Une dépendance aux Etats-Unis
Si ce petit pays des Caraïbes a connu quelques moments de stabilité et d'espoir démocratique qui ont mobilisé la population, notamment lors de la première élection à la présidence de Jean-Bertrand Aristide en 1991, ces périodes n'ont jamais réellement duré. Malgré une révolution au début du 19e siècle, Haïti reste très inégalitaire et dépendant des Etats-Unis économiquement et politiquement, rappelle Frédéric Thomas.
Les gangs sont devenus des aimants pour les jeunes hommes dépossédés [...], déçus par l'incapacité de l'État à leur fournir une éducation ou un emploi
Au lendemain de la chute des Duvalier, la communauté internationale a fait le pari d'ouvrir l'économie haïtienne contrôlée par quelques familles. "On a baissé les tarifs douaniers et Haïti est devenu le troisième ou quatrième importateur de riz américain, ce qui a inondé le marché haïtien et brisé la production locale", détaille le spécialiste. "Cette libération n'a fait que renforcer un peu plus les familles qui contrôlent l'économie haïtienne. Si bien que 40 ou 50 ans plus tard, on se retrouve toujours avec une économie concentrée aux mains du 1% le plus riche."
Le développement d'une réelle culture politique et d'un Etat fort a été freiné par cette dépendance, ce qui a permis aux bandes armées de recruter et engendré une hausse des meurtres et des enlèvements contre rançon. "Les gangs sont en quelque sorte devenus des aimants pour les jeunes hommes dépossédés, ceux qui ne voient actuellement aucune opportunité en Haïti.
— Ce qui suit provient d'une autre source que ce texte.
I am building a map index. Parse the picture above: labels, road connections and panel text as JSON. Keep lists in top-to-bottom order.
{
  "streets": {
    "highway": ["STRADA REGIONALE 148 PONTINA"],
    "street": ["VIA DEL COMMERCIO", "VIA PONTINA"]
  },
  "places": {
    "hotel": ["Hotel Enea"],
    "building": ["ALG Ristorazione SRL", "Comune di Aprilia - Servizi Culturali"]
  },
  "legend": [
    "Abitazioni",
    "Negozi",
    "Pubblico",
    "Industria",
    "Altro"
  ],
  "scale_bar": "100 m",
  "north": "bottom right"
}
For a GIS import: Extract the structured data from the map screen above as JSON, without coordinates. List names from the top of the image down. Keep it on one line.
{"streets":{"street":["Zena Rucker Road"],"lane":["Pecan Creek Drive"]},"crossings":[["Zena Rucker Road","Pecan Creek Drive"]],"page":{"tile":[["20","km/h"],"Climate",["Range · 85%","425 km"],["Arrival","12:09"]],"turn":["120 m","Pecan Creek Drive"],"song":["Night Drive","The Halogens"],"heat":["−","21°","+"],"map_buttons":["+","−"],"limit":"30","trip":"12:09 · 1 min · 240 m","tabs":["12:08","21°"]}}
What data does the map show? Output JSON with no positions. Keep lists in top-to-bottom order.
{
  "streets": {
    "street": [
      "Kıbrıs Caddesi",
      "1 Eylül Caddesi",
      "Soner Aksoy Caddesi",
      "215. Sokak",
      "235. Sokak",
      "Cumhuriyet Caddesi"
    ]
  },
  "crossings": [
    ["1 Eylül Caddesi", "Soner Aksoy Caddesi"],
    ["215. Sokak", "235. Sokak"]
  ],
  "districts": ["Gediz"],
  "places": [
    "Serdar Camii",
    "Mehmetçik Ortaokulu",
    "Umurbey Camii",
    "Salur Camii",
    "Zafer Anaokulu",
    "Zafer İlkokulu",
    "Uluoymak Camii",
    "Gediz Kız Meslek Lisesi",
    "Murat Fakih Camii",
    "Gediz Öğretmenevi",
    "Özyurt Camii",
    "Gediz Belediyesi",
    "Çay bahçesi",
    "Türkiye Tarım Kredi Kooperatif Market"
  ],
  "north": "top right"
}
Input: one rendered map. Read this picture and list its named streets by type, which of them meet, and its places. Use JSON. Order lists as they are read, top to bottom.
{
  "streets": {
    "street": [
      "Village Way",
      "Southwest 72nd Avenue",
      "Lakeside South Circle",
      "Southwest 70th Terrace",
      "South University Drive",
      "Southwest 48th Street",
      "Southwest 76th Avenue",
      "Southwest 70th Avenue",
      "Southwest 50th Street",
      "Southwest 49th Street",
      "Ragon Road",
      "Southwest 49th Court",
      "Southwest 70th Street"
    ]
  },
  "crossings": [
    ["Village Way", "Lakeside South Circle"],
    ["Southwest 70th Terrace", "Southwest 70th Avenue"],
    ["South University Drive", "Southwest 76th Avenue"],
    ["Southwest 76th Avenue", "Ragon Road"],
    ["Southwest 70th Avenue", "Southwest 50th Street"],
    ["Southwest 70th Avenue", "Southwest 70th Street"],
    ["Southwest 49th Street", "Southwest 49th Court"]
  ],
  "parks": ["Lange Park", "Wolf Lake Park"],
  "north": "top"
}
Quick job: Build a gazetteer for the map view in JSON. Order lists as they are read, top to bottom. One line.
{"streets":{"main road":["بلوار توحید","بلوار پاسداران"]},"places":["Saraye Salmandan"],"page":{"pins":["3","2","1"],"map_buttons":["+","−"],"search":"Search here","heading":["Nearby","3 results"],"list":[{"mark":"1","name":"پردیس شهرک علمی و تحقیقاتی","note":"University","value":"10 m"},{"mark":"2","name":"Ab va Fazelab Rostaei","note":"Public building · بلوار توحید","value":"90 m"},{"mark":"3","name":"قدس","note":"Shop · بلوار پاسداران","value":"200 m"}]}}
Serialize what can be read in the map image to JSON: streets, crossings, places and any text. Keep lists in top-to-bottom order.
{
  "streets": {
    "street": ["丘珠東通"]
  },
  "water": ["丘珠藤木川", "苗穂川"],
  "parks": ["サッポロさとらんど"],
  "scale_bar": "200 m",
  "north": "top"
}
Ce sont des gens très en colère, déracinés, déçus par l'incapacité de l'État à leur fournir une éducation ou un emploi", précise Matthew Smith.
Une "solution haïtienne"
Les observateurs sont plutôt pessimistes quant aux perspectives politiques du pays. Une force d'interposition de policiers kényans doit se rendre prochainement dans le territoire caribéen, mais jusqu'à présent, les missions de l'ONU n'ont pas toujours apporté les résultats escomptés. Ariel Henry, qui s'était rendu au Kenya, est actuellement bloqué à Porto Rico et ne rentrera probablement pas en Haïti.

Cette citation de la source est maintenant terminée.